Embora esta nova atitude tenha significado uma maior participação da militância negra na política brasileira, nem sempre os partidos de esquerda, como se poderia imaginar, foram os responsáveis pelos avanços mais notáveis na luta antidiscriminação. Na verdade, impregnada de uma ideologia eurocêntrica reducionista, que tinha como parâmetro um determinismo economicista, a esquerda brasileira historicamente minimizou a questão das relações sociais, inserindo-as no âmbito do conflito Capital × Trabalho.[55] O Partido dos Trabalhadores, por exemplo, apenas em 1995 criou um espaço para a discussão da luta racial, a Secretaria Nacional de Combate ao Racismo do PT. Hanchard reconhece tais avanços, porém faz um julgamento menos favorável de seu significado prático:

"As condições de contestação da ordem dominante também sofreram mudanças significativas. O movimento negro pôde passar de uma atividade política indireta e amiúde clandestina para uma contestação e uma condenação francas dos legados de violência racial, discriminação e subjugação generalizada dos negros em todos os níveis da sociedade brasileira. Embora a filiação a partidos políticos tenha aumentado nos últimos dez anos, com a eleição de negros para cargos municipais e estatais, o número de negros no Congresso Nacional não se alterou significativamente desde o fim da ditadura militar".[56]

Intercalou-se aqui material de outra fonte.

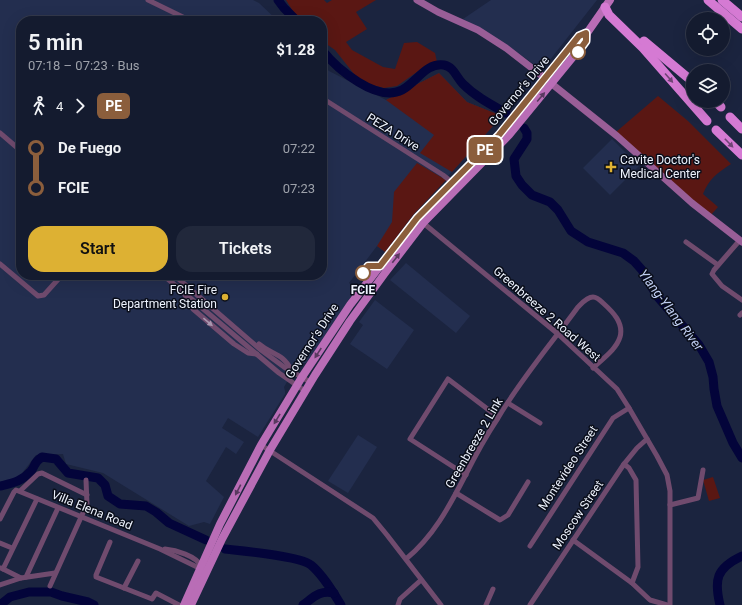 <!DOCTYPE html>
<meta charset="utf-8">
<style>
:root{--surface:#141b2f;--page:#21283b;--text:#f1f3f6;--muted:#9da1aa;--line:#33394b;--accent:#ddb133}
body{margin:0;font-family:Roboto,sans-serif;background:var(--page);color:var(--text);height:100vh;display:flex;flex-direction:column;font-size:15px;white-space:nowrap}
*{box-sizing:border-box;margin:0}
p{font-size:13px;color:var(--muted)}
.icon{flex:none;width:22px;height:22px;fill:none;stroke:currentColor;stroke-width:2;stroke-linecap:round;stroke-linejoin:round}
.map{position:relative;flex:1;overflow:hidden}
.side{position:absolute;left:16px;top:16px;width:311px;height:264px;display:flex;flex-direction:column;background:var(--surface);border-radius:16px;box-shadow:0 4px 16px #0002,0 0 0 1px var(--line)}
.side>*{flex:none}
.badge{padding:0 8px;border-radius:6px;font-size:14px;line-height:26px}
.controls{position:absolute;left:686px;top:12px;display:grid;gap:8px}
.controls a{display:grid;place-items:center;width:44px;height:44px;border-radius:50%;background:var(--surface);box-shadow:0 4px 16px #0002,0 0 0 1px var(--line);font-size:20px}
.map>.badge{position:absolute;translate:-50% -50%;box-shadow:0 0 0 2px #fff}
.legs{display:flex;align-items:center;gap:6px;height:44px;padding:0 12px;font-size:13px}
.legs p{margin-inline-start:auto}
.head{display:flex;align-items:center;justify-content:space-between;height:68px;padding:0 12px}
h1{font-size:22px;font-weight:600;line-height:30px}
.cta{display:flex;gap:8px;margin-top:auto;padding:8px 12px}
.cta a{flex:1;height:46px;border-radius:16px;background:var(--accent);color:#111;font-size:16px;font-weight:600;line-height:46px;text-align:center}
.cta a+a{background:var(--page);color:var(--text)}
ul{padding:0 12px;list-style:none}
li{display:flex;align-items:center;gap:14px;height:40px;font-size:15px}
li i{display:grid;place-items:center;width:6px;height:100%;margin:0 5px;background:currentColor}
li i::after{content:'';width:10px;height:10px;margin:-5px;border:3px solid;border-radius:50%;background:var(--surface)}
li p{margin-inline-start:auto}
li:first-child i{background:linear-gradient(#0000 50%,currentColor 0)}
li:last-child i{background:linear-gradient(currentColor 50%,#0000 0)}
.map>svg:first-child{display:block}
</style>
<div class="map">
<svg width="742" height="605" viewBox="0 0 742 605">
<rect width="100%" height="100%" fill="#1b243f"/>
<g fill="#232e4f">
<polygon points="0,0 253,0 259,3 278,21 21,21 21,275 322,275 322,64 329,71 386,100 439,73 467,102 502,116 413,215 385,252 377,246 349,283 356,289 308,361 306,363 298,363 284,387 285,391 285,394 258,437 228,418 222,428 244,442 236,454 226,447 206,481 224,497 210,524 204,522 189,526 103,473 66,464 63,454 36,455 16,481 0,483"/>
<polygon points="491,0 597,0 542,70 504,43 463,19"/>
<polygon points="612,139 639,166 610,195 583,168"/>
<polygon points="406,263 470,316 456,333 390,280"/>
<polygon points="375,300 414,330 387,369 350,344 363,325 359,322"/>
<polygon points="358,435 377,447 348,493 328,481"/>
</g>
<g fill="#5a1713">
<polygon points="286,0 324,0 327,3 332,0 376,0 356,12 367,29 346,42 352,50 383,67 395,69 404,43 417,42 435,53 437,62 424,67 397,86 384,88 364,83 358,79 335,50 322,41 322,21 299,21"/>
<polygon points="439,73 467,102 502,116 452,172 420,153 434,135 386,100"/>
<path d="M658 96 688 121 731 164C717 173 709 179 703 194L718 207 710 216 616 132Z"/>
<polygon points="417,163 446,180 413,215 385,252 377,246 392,222 394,192"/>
<polygon points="713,477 720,498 709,501 703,480"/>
</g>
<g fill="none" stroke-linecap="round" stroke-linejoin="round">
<g stroke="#03043a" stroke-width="9">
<polyline points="278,0 284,8 297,21"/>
<path d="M322 50C337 69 377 103 402 90 416 83 426 62 444 65 454 67 456 77 463 84 475 96 490 104 506 113"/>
<polyline points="524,128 527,133 527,139 514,159 516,176 522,185 532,195 550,202 558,210 571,231 588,242 623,253 634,261 642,270 657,296 699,345 709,362 713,377 714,389 717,406 733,443 742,458"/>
<path d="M0 486C13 483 21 482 31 471 36 465 33 463 42 457L56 459 68 473 98 478 105 485 108 496 120 504 146 506 156 512 169 523 206 540"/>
<path d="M225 549C243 551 299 556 311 565 323 575 333 592 341 605"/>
<polyline points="0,605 10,597 29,592 51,592 62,596 88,602 94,605"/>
<path d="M303 605C314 597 319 590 334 593"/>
<path d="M720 605C714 580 716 568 742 556"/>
</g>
<g stroke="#704b6e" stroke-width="5">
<polyline points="148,0 191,21"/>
<polyline points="322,98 443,175 453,183"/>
<polyline points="0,133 21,151"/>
<polyline points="422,222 558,334 617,389 629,408 657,456 667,475 670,491 670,605"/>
<polyline points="740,240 714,270 712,274 722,286 742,300"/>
<polyline points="686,242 718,265"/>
<polyline points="0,264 38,296 44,295 62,275"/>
<polyline points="163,275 279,373 305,391"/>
<polyline points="174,275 261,350 284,367 310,382"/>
<polyline points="185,295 193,309 234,344 248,353 257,354"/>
<polyline points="740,315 742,313"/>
<path d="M259 344C273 356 282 352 292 371"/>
<polyline points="508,403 540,423"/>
<polyline points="261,445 373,518 387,535 441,605"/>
<polyline points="624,464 629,468 636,480 638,567 632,583"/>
<polyline points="466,475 410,439 448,379 498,417"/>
<polyline points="20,491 38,474 42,473 87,495"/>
<polyline points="456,493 500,520 508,515 528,482"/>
<polyline points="670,505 698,498 703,470"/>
<polyline points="0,519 14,492 16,490 160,549 197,567 203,567"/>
<polyline points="573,540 632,583 650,600 667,605"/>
<polyline points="110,542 96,575 96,577 152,599 156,593 179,605"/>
<polyline points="0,543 12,548"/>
<polyline points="530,546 613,418 629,408"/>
<path d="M165 549C176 550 196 556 201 566"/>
<path d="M406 559C433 537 449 507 465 476 475 456 486 436 498 418 521 379 551 344 578 307 582 303 587 297 593 297 597 297 600 300 603 303 613 312 624 323 620 337 616 350 602 359 593 368"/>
<polyline points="1,568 21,578"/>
<polyline points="3,569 37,499"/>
<polyline points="26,577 58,508"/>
<polyline points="0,585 21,578 55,573"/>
<polyline points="50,586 87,504 86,480"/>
<polyline points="124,588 138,561"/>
<polyline points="398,605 400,599 421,580"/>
<polyline points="486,605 493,589"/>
<polyline points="530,605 624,464 637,448 647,439"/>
</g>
<g stroke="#995e97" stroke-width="7">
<polyline points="417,0 438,12 478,30 506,48 546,79"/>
<polyline points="552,84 617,136 692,203 742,242"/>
</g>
<g stroke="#b96db6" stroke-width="8">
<polyline points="184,605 220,524 261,445 302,377 350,305 417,218 499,135 579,36 587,33 610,0"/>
<polyline points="191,605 222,539 270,450 315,375 350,321 385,273 423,223 509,135 586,41 587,33"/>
</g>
<g stroke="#d57ad3" stroke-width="9">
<polyline points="708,0 742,29"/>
<polyline points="722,0 742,17"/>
<polyline points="605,7 609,15 643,48 707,121"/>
<polyline points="644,41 693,82"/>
<polyline points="715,101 721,107"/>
<polyline points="730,117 742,129"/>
<polyline points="716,130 742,155"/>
</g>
</g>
<defs><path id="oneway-solid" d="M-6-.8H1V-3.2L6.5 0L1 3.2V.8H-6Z"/></defs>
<g fill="#704476">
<use href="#oneway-solid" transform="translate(669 78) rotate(49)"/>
<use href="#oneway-solid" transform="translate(729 143) rotate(46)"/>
</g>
<g fill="#593960">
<use href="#oneway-solid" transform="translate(541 97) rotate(-50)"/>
<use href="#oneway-solid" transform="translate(396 258) rotate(-52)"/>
<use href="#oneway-solid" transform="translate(318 353) rotate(123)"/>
<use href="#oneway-solid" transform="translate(277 419) rotate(121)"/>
<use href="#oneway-solid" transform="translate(238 490) rotate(117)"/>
</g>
<use fill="#a997af" href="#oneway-solid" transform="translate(208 322) rotate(40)"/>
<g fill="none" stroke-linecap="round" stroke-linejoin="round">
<g stroke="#fff" stroke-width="9">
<polyline id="line-1" points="363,273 368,266 380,266 417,218 499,135 579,36 586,33 586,41 578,52"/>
</g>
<use href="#line-1" stroke="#8b5e3c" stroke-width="6"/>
</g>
<g fill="#fff" stroke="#8b5e3c" stroke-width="2">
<circle cx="578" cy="52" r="7"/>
<circle cx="363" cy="273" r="7"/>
</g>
<g fill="#ddb133" stroke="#0a0e1a" stroke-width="1.5">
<path d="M609 161h4v4h4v4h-4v4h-4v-4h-4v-4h4z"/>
<circle cx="225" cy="297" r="4"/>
</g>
<g text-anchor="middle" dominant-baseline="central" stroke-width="3" stroke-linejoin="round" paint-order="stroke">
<g font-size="12" fill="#eef3fe" stroke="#0a0e1a">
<text transform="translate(519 91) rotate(-50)">Governor's Drive</text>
<text transform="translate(393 132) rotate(32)">PEZA Drive</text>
<text transform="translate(547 314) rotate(41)">Greenbreeze 2 Road West</text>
<text transform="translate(312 341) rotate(-57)">Governor's Drive</text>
<text transform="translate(474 443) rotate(-60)">Greenbreeze 2 Link</text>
<text transform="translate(568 468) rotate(-57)">Montevideo Street</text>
<text transform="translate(92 510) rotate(22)">Villa Elena Road</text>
<text transform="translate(578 515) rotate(-56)">Moscow Street</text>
</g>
<g font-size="12" fill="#eef3fe" stroke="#0a0e1a" text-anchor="start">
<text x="620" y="160">Cavite Doctor's<tspan x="620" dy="14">Medical Center</tspan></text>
<text x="217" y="290" text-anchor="end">FCIE Fire<tspan x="217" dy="14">Department Station</tspan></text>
</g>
<g font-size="12" font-weight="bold" fill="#eef3fe" stroke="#0a0e1a">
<text x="363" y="290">FCIE</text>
</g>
<g font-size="13" font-style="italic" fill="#bfcdf1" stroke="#0a0e1a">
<text transform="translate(671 310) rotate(53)">Ylang-Ylang River</text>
</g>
</g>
</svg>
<div class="controls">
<a><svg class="icon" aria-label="locate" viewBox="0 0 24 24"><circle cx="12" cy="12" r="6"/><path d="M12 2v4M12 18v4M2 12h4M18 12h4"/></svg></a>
<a><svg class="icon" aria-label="layers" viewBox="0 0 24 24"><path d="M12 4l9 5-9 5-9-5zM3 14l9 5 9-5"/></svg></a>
</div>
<b class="badge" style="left:485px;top:150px;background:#8b5e3c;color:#fff">PE</b>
<section class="side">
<div class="head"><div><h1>5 min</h1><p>07:18 – 07:23 · Bus</p></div><b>$1.28</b></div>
<div class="legs"><svg class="icon" aria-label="walk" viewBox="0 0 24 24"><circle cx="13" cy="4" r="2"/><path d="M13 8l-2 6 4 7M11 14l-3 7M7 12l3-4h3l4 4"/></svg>4<svg class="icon" aria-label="forward" viewBox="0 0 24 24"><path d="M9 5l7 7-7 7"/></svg><b class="badge" style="background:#8b5e3c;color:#fff">PE</b></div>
<ul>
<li><i style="color:#8b5e3c"></i><b>De Fuego</b><p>07:22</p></li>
<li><i style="color:#8b5e3c"></i><b>FCIE</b><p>07:23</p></li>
</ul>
<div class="cta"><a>Start</a><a>Tickets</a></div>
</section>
</div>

De fato, na legislatura federal do período 1999-2003, dos 513 deputados, segundo o deputado Saulo Pedrosa (PSDB-BA), apenas 11 se declaravam afro-brasileiros e concordaram em participar de uma Frente Parlamentar Negra, de caráter informal.[57]

A questão racial também entrou para a pauta de discussão das centrais sindicais. Em 1986 foi realizado em São Paulo o I Encontro Estadual de Sindicalistas Negros. Pouco depois a Central Única dos Trabalhadores (CUT) criou uma a Comissão Nacional Contra a Discriminação Racial. Em 1990 a Confederação Geral dos Trabalhadores (CGT) realizou o Seminário Nacional de Sindicalistas Antirracistas, que teve como resultado a criação da Comissão Nacional Cegetista Contra a Discriminação Racial. Na Força Sindical foi criada a Secretaria Nacional de Pesquisas e Desenvolvimento da Igualdade Racial. Em 1995 essas três centrais sindicais fundaram juntas o Instituto Interamericano pela Igualdade Racial.[46]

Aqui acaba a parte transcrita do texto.